Two factor authenticators with hardware/software combo is great and should be the default. I was using a physical key/software password at a Medical student in NYC. This was in 2000, the New York City healthcare system this setup as there signin. WIthout the corrected combination of key and password there was not access. Further more after 3 attempts you key became invalid and had to be reset. Getting your key reset was a pain and there was a steep cost to replacing a lost key.
I am curious to know what you use to record, edit, and produce the show. Would you please share your workflow?
We record ourselves locally in Audacity and then they send me flac files which I then sync, edit and add the music etc.
Joe,
Thanks for your quick reply.
I would really appreciate some more details, if you can
spare just a bit more time.
Here are some example questions for the kinds of things I’d be curious about…
I think you’ve said before on the show that you do a
conference via Skype, and possibly changed to Google
Hangouts – I don’t really recall the details. Anyway, did
you folks have to do any configuration in order to record
the audio while simultaneously using the audio via the
teleconference program (Skype/browser/etc)?
Do you do audio routing via ALSA? Pulse? JACK?
For each recording, how do you record only the speaker
without hearing the other parties?
While recording, do you use tags/comments to easily keep
track of show sections and/or portions that will need to
be edited out?
What software do you use to edit & produce?
What kinds of processing do you do on the tracks?
– It sounds like at least a noise gate, maybe only on
Paddy’s?
– Normalizing and EQ?
– What about panning / 3-d spatialization?

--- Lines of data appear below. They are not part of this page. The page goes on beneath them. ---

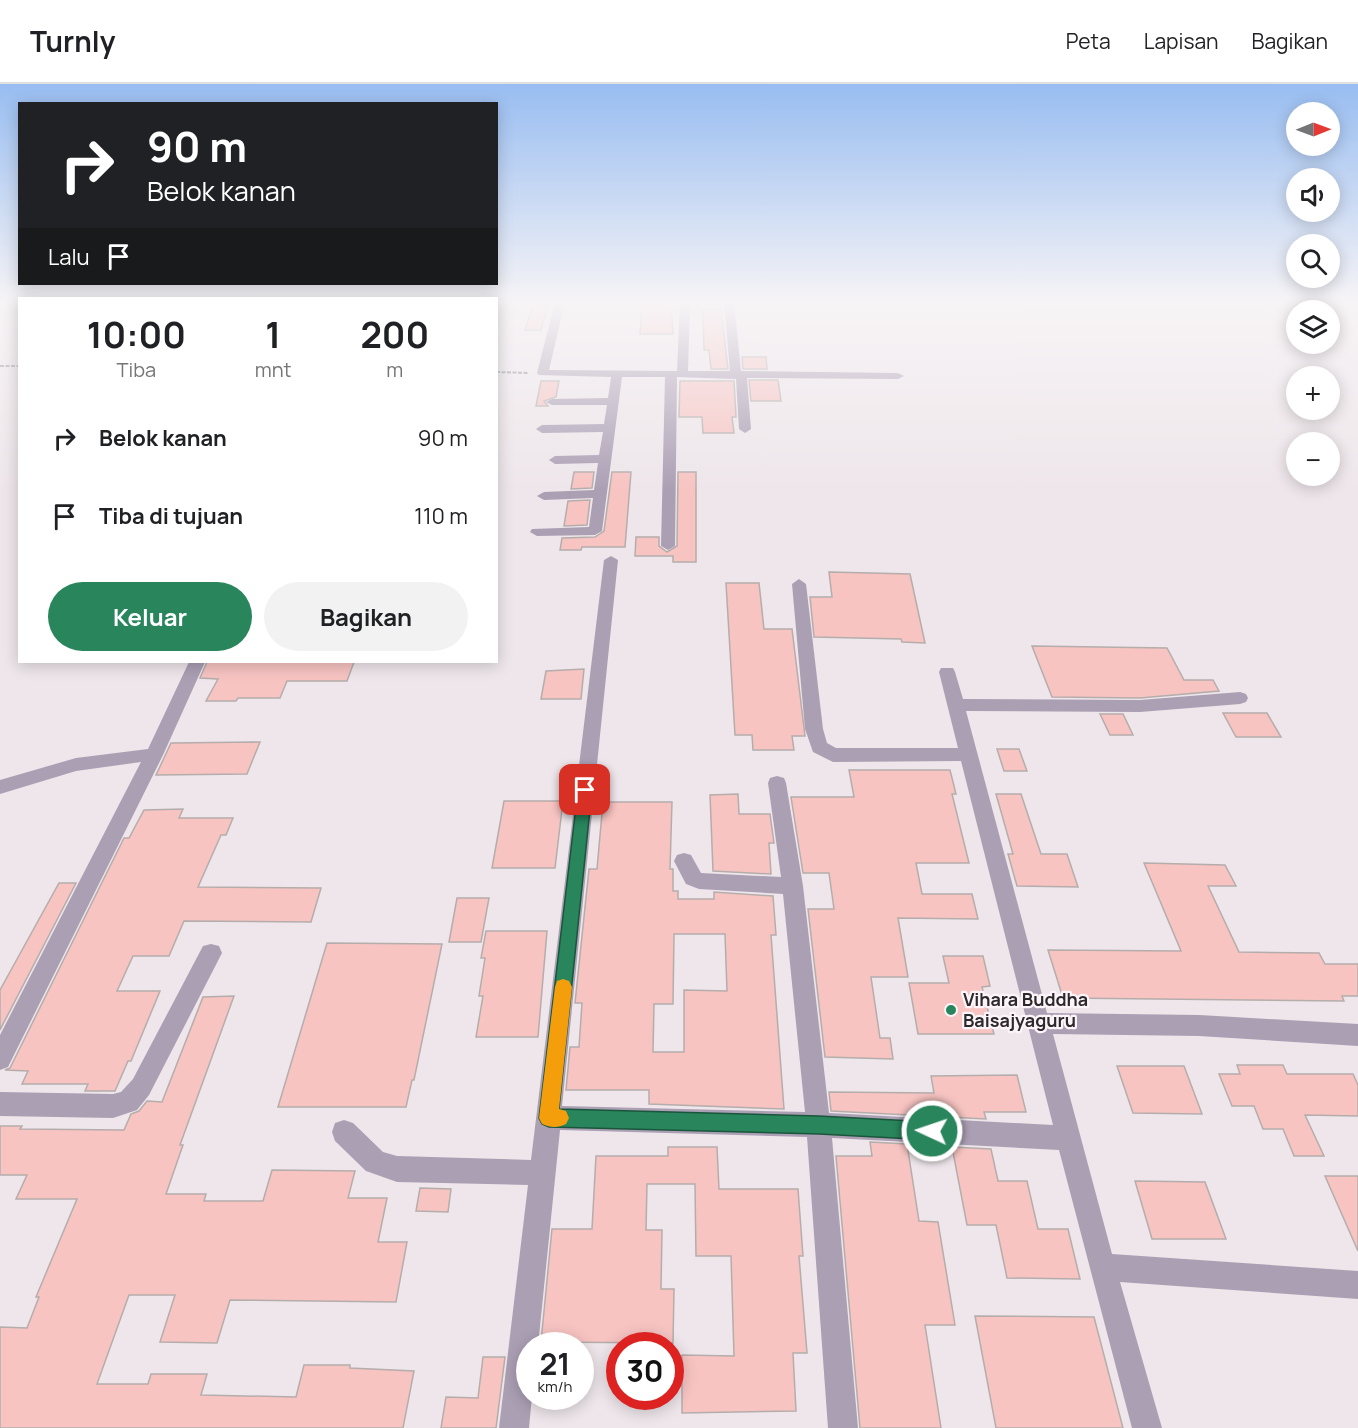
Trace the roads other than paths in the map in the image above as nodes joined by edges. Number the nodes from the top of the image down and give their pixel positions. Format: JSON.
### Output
{"nodes":[{"id":1,"x":545,"y":365,"type":"edge"},
{"id":2,"x":678,"y":365,"type":"edge"},
{"id":3,"x":737,"y":365,"type":"edge"},
{"id":4,"x":617,"y":374,"type":"junction"},
{"id":5,"x":677,"y":375,"type":"junction"},
{"id":6,"x":738,"y":376,"type":"junction"},
{"id":7,"x":898,"y":376,"type":"dead end"},
{"id":8,"x":613,"y":401,"type":"junction"},
{"id":9,"x":552,"y":402,"type":"dead end"},
{"id":10,"x":609,"y":428,"type":"junction"},
{"id":11,"x":542,"y":429,"type":"dead end"},
{"id":12,"x":745,"y":429,"type":"dead end"},
{"id":13,"x":605,"y":459,"type":"junction"},
{"id":14,"x":555,"y":460,"type":"dead end"},
{"id":15,"x":600,"y":494,"type":"junction"},
{"id":16,"x":544,"y":496,"type":"dead end"},
{"id":17,"x":537,"y":532,"type":"dead end"},
{"id":18,"x":668,"y":546,"type":"dead end"},
{"id":19,"x":611,"y":560,"type":"dead end"},
{"id":20,"x":799,"y":584,"type":"dead end"},
{"id":21,"x":197,"y":663,"type":"edge"},
{"id":22,"x":947,"y":672,"type":"dead end"},
{"id":23,"x":1240,"y":698,"type":"dead end"},
{"id":24,"x":954,"y":705,"type":"junction"},
{"id":25,"x":967,"y":754,"type":"junction"},
{"id":26,"x":154,"y":755,"type":"junction"},
{"id":27,"x":777,"y":783,"type":"dead end"},
{"id":28,"x":0,"y":787,"type":"edge"},
{"id":29,"x":684,"y":861,"type":"dead end"},
{"id":30,"x":794,"y":886,"type":"junction"},
{"id":31,"x":211,"y":953,"type":"dead end"},
{"id":32,"x":1040,"y":1024,"type":"junction"},
{"id":33,"x":1358,"y":1035,"type":"edge"},
{"id":34,"x":0,"y":1059,"type":"edge"},
{"id":35,"x":0,"y":1104,"type":"edge"},
{"id":36,"x":549,"y":1118,"type":"junction"},
{"id":37,"x":819,"y":1125,"type":"junction"},
{"id":38,"x":344,"y":1132,"type":"dead end"},
{"id":39,"x":1068,"y":1138,"type":"junction"},
{"id":40,"x":543,"y":1173,"type":"junction"},
{"id":41,"x":1102,"y":1267,"type":"junction"},
{"id":42,"x":1358,"y":1285,"type":"edge"},
{"id":43,"x":514,"y":1428,"type":"edge"},
{"id":44,"x":843,"y":1428,"type":"edge"},
{"id":45,"x":1147,"y":1428,"type":"edge"}],
"edges":[{"from":1,"to":4,"type":"street"},
{"from":2,"to":5,"type":"street"},
{"from":3,"to":6,"type":"street"},
{"from":4,"to":5,"type":"street"},
{"from":4,"to":8,"type":"street"},
{"from":5,"to":6,"type":"street"},
{"from":5,"to":18,"type":"street"},
{"from":6,"to":7,"type":"street"},
{"from":6,"to":12,"type":"street"},
{"from":8,"to":9,"type":"street"},
{"from":8,"to":10,"type":"street"},
{"from":10,"to":11,"type":"street"},
{"from":10,"to":13,"type":"street"},
{"from":13,"to":14,"type":"street"},
{"from":13,"to":15,"type":"street"},
{"from":15,"to":16,"type":"street"},
{"from":15,"to":17,"type":"street"},
{"from":19,"to":36,"type":"street"},
{"from":20,"to":25,"type":"street"},
{"from":21,"to":26,"type":"street"},
{"from":22,"to":24,"type":"street"},
{"from":23,"to":24,"type":"street"},
{"from":24,"to":25,"type":"street"},
{"from":25,"to":32,"type":"street"},
{"from":26,"to":28,"type":"street"},
{"from":26,"to":34,"type":"street"},
{"from":27,"to":30,"type":"street"},
{"from":29,"to":30,"type":"street"},
{"from":30,"to":37,"type":"street"},
{"from":31,"to":35,"type":"street"},
{"from":32,"to":33,"type":"street"},
{"from":32,"to":39,"type":"street"},
{"from":36,"to":37,"type":"street"},
{"from":36,"to":40,"type":"street"},
{"from":37,"to":39,"type":"street"},
{"from":37,"to":44,"type":"street"},
{"from":38,"to":40,"type":"street"},
{"from":39,"to":41,"type":"street"},
{"from":40,"to":43,"type":"street"},
{"from":41,"to":42,"type":"street"},
{"from":41,"to":45,"type":"street"}]}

Do you use compression and/or a limiter to boost the
volume?
– Do you do this on each track or on the master bus?
We have tried various communication methods and have settled on Skype as it has the best audio quality. We sometimes use Mumble when a guest requests it.
Recording is just a case of opening Audacity while we are on a conference call and pressing record. We don’t need to configure anything as by default in distros like Xubuntu and Mint, pulse sends only your mic to the input of Audacity. It’s very much plug and play.
We use a document in Drive to plan the show in advance and follow it throughout the show. If we want to edit something out we just say so on the recording to remind me when I’m editing.
I use an effects chain of eq (to remove booming frequencies below about 80), compression, noise reduction (on Paddy and Jesse’s tracks) and a noise gate.
Once it’s mixed I also put a limiter on the whole thing. It’s all totally mono as most podcasts should be imo.
Thank you, very much!
I can come round to your house and show you how it’s done in person for a one off fee of £7999.99.
Actually, I would like to make you the same offer. I could show you how to get up and running on Linux. :)
In keeping with the BSD theme of this episode, I attended the 2014 MeetBSD Conference last week. The fact that it was held about 20 miles from my home was also a factor :-).
Although my *nix exposure to date has primarily been to the AT&T SVR4 commercial variants ‘back in the day’, and then Linux Distros, I found the BSD conference to be highly enjoyable. The event was primarily focused on FreeBSD and was much more contemporary and informative then I was expecting. My biggest take-away was the impression that the depth and the passion of the BSD user and developer community is very much under represented in the media and internet ‘mind-share’. I found much that appealed to my ‘Luddite’ sensibilities.